Hampir semua warga negara Jerman yang ditangkap dan ditahan di penjara maupun kamp konsentrasi gegara dituduh komunis memang akhirnya dibebaskan. Bahkan, meskipun kesewenangan-wenangan terjadi, mayoritas tahanan diperlakukan baik, khususnya mereka yang mendekam di penjara (bukan kamp konsentrasi). Ini terjadi karena penjara dijalankan oleh sipir-sipir sungguhan yang tahu tata cara dan etika dalam memperlakukan tahanan.
Sejak Republik Weimar berdiri, sipir dilarang memukul atau menggunakan cara-cara fisik ketika berhadapan dengan tahanan. Namun, karena profesionalisme sipir dalam menangani tahanan dianggap salah karena tak akan membuat tahanan jera, maka Himmler bereksperimen dalam kamp konsentrasi dengan melakukan serangkaian uji coba teknik-teknik keji, termasuk kekerasan seksual dan pembunuhan. Eksperimen ini dimulai di Dachau dengan bantuan pasukan SA dan SS.

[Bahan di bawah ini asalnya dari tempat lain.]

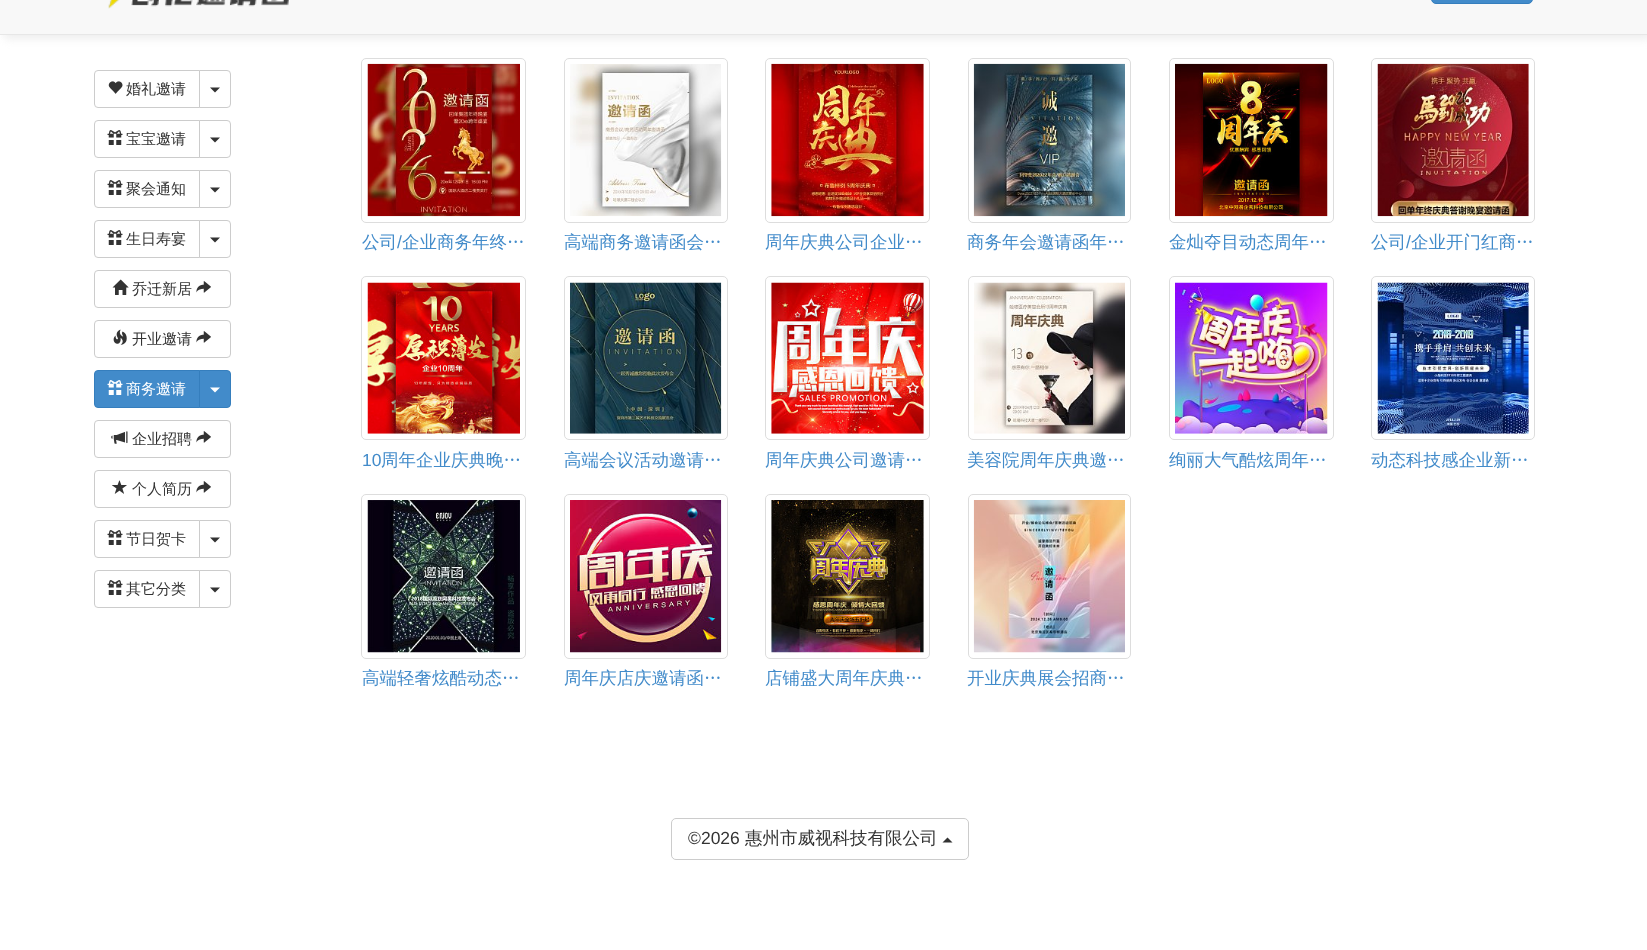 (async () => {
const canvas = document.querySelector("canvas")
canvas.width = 1647
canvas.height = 950
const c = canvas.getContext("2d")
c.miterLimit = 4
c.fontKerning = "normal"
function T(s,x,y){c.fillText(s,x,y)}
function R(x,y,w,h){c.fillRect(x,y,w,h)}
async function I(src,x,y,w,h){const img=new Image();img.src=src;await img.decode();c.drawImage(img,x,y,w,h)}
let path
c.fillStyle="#fff"
R(0,0,1647,950)
c.fillStyle="#eee"
c.filter="blur(4px)"
c.beginPath()
c.rect(4,-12,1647,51)
c.fill()
c.filter="none"
c.fillStyle="#f8f8f8"
R(0,0,1647,34)
c.fillStyle="#e7e7e7"
R(0,34,1647,1)
await I("1.png",108,0,182,9)
c.fillStyle="#428bca"
c.beginPath()
c.roundRect(1431.5,-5.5,101,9,4.5)
c.fill()
c.strokeStyle="#357ebd"
c.stroke()
c.beginPath()
c.roundRect(94.5,70.5,105,37,[3.5,0,0,3.5])
c.strokeStyle="#ccc"
c.stroke()
await I("2.png",108,81,15,13)
c.font="500 15px WenQuanYi Zen Hei"
c.fillStyle="#333"
T("婚礼邀请",126,94)
c.fillStyle="#fff"
c.beginPath()
c.roundRect(199.5,70.5,31,37,[0,3.5,3.5,0])
c.fill()
c.stroke()
c.fillStyle="#333"
path = new Path2D("M210 87.5h10l-5 5z")
c.fill(path)
c.beginPath()
c.roundRect(94.5,120.5,105,37,[3.5,0,0,3.5])
c.stroke()
await I("3.png",107,130,16,15)
T("宝宝邀请",126,144)
c.fillStyle="#fff"
c.beginPath()
c.roundRect(199.5,120.5,31,37,[0,3.5,3.5,0])
c.fill()
c.stroke()
c.fillStyle="#333"
path = new Path2D("M210 137.5h10l-5 5z")
c.fill(path)
c.beginPath()
c.roundRect(94.5,170.5,105,37,[3.5,0,0,3.5])
c.stroke()
await I("3.png",107,180,16,15)
T("聚会通知",126,194)
c.fillStyle="#fff"
c.beginPath()
c.roundRect(199.5,170.5,31,37,[0,3.5,3.5,0])
c.fill()
c.stroke()
c.fillStyle="#333"
path = new Path2D("M210 187.5h10l-5 5z")
c.fill(path)
c.beginPath()
c.roundRect(94.5,220.5,105,37,[3.5,0,0,3.5])
c.stroke()
await I("3.png",107,230,16,15)
T("生日寿宴",126,244)
c.fillStyle="#fff"
c.beginPath()
c.roundRect(199.5,220.5,31,37,[0,3.5,3.5,0])
c.fill()
c.stroke()
c.fillStyle="#333"
path = new Path2D("M210 237.5h10l-5 5z")
c.fill(path)
c.beginPath()
c.roundRect(94.5,270.5,136,37,3.5)
c.stroke()
await I("4.png",112,279,17,16)
T("乔迁新居",132,294)
await I("5.png",196,281,15,12)
c.beginPath()
c.roundRect(94.5,320.5,136,37,3.5)
c.stroke()
await I("6.png",113,329,14,16)
T("开业邀请",132,344)
await I("5.png",196,331,15,12)
c.fillStyle="#428bca"
c.beginPath()
c.roundRect(94.5,370.5,105,37,[3.5,0,0,3.5])
c.fill()
c.strokeStyle="#357ebd"
c.stroke()
await I("7.png",107,380,16,15)
c.fillStyle="#fff"
T("商务邀请",126,394)
c.fillStyle="#428bca"
c.beginPath()
c.roundRect(199.5,370.5,31,37,[0,3.5,3.5,0])
c.fill()
c.stroke()
c.fillStyle="#fff"
path = new Path2D("M210 387.5h10l-5 5z")
c.fill(path)
c.beginPath()
c.roundRect(94.5,420.5,136,37,3.5)
c.strokeStyle="#ccc"
c.stroke()
await I("8.png",111,431,17,13)
c.fillStyle="#333"
T("企业招聘",132,444)
await I("5.png",196,431,15,12)
c.beginPath()
c.roundRect(94.5,470.5,136,37,3.5)
c.stroke()
await I("9.png",112,480,15,14)
T("个人简历",132,494)
await I("5.png",196,481,15,12)
c.beginPath()
c.roundRect(94.5,520.5,105,37,[3.5,0,0,3.5])
c.stroke()
await I("3.png",107,530,16,15)
T("节日贺卡",126,544)
c.fillStyle="#fff"
c.beginPath()
c.roundRect(199.5,520.5,31,37,[0,3.5,3.5,0])
c.fill()
c.stroke()
c.fillStyle="#333"
path = new Path2D("M210 537.5h10l-5 5z")
c.fill(path)
c.beginPath()
c.roundRect(94.5,570.5,105,37,[3.5,0,0,3.5])
c.stroke()
await I("3.png",107,580,16,15)
T("其它分类",126,594)
c.fillStyle="#fff"
c.beginPath()
c.roundRect(199.5,570.5,31,37,[0,3.5,3.5,0])
c.fill()
c.stroke()
c.fillStyle="#333"
path = new Path2D("M210 587.5h10l-5 5z")
c.fill(path)
c.beginPath()
c.roundRect(361.5,58.5,164,164,4.5)
c.strokeStyle="#ddd"
c.stroke()
await I("10.png",367,63,153,154)
c.font="500 17.5px WenQuanYi Zen Hei"
c.fillStyle="#428bca"
T("公司",362,248)
c.font="17.5px Liberation Sans"
T("/",397,248)
c.font="500 17.5px WenQuanYi Zen Hei"
T("企业商务年终…",402,248)
c.beginPath()
c.roundRect(564.5,58.5,163,164,4.5)
c.stroke()
await I("11.png",570,64,152,153)
T("高端商务邀请函会…",564,248)
c.beginPath()
c.roundRect(765.5,58.5,164,164,4.5)
c.stroke()
await I("12.png",771,63,153,154)
T("周年庆典公司企业…",765,248)
c.beginPath()
c.roundRect(968.5,58.5,162,164,4.5)
c.stroke()
await I("13.png",973,63,152,154)
T("商务年会邀请函年…",967,248)
c.beginPath()
c.roundRect(1169.5,58.5,164,164,4.5)
c.stroke()
await I("14.png",1175,63,153,154)
T("金灿夺目动态周年…",1169,248)
c.beginPath()
c.roundRect(1371.5,58.5,163,164,4.5)
c.stroke()
await I("15.png",1377,63,152,154)
T("公司",1371,248)
c.font="17.5px Liberation Sans"
T("/",1406,248)
c.font="500 17.5px WenQuanYi Zen Hei"
T("企业开门红商…",1411,248)
c.beginPath()
c.roundRect(361.5,276.5,164,163,4.5)
c.stroke()
await I("16.png",367,282,153,152)
c.font="17.5px Liberation Sans"
T("10",362,466)
c.font="500 17.5px WenQuanYi Zen Hei"
T("周年企业庆典晚…",381,466)
c.beginPath()
c.roundRect(564.5,276.5,163,163,4.5)
c.stroke()
await I("17.png",570,282,152,152)
T("高端会议活动邀请…",564,466)
c.beginPath()
c.roundRect(765.5,276.5,164,163,4.5)
c.stroke()
await I("18.png",771,282,153,152)
T("周年庆典公司邀请…",765,466)
c.beginPath()
c.roundRect(968.5,276.5,162,163,4.5)
c.stroke()
await I("19.png",974,282,151,152)
T("美容院周年庆典邀…",967,466)
c.beginPath()
c.roundRect(1169.5,276.5,164,163,4.5)
c.stroke()
await I("20.png",1175,282,153,152)
T("绚丽大气酷炫周年…",1169,466)
c.beginPath()
c.roundRect(1371.5,276.5,163,163,4.5)
c.stroke()
await I("21.png",1377,282,152,152)
T("动态科技感企业新…",1371,466)
c.beginPath()
c.roundRect(361.5,494.5,164,164,4.5)
c.stroke()
await I("22.png",367,500,153,153)
T("高端轻奢炫酷动态…",362,684)
c.beginPath()
c.roundRect(564.5,494.5,163,164,4.5)
c.stroke()
await I("23.png",570,500,152,153)
T("周年庆店庆邀请函…",564,684)
c.beginPath()
c.roundRect(765.5,494.5,164,164,4.5)
c.stroke()
await I("24.png",771,500,153,153)
T("店铺盛大周年庆典…",765,684)
c.beginPath()
c.roundRect(968.5,494.5,162,164,4.5)
c.stroke()
await I("25.png",973,500,152,153)
T("开业庆典展会招商…",967,684)
c.beginPath()
c.roundRect(671.5,818.5,297,41,4.5)
c.strokeStyle="#ccc"
c.stroke()
c.font="17.5px Liberation Sans"
c.fillStyle="#333"
T("©2026",688,844)
c.font="500 17.5px WenQuanYi Zen Hei"
T("惠州市威视科技有限公司",745,844)
path = new Path2D("M952.5 842.5h-10l5-5z")
c.fill(path)
})()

Di Dachau, 31.951 dari 206.206 tahanan Yahudi meninggal, sehingga kota ini dicap sebagai "kota busuk", kota yang menjadi titik mula Hitler bertransformasi dari manusia menjadi setan. Dachau tak bisa lepas dari beban masa lalu Nazi, tak seperti Munich, Dresden, ataupun Berlin. Padahal, dalam pemilu tahun 1932, Partai Nazi kalah telak di kota ini--hanya mampu mendulang kurang dari 13 persen suara.
"Jika seluruh penduduk Jerman memilih sesuai apa yang terjadi di Dachau, maka Third Reich (Nazi Jerman atau Kekaisaran Ketiga, setelah Kekaisaran Romawi Suci dan Kekaisaran Jerman) tak akan pernah ada di dunia," sebut Hans-Guter Richardia, jurnalis Jerman yang melakukan penelitian mendalam tentang sejarah Dachau kepada Timothy W. Ryback untuk The New Yorker.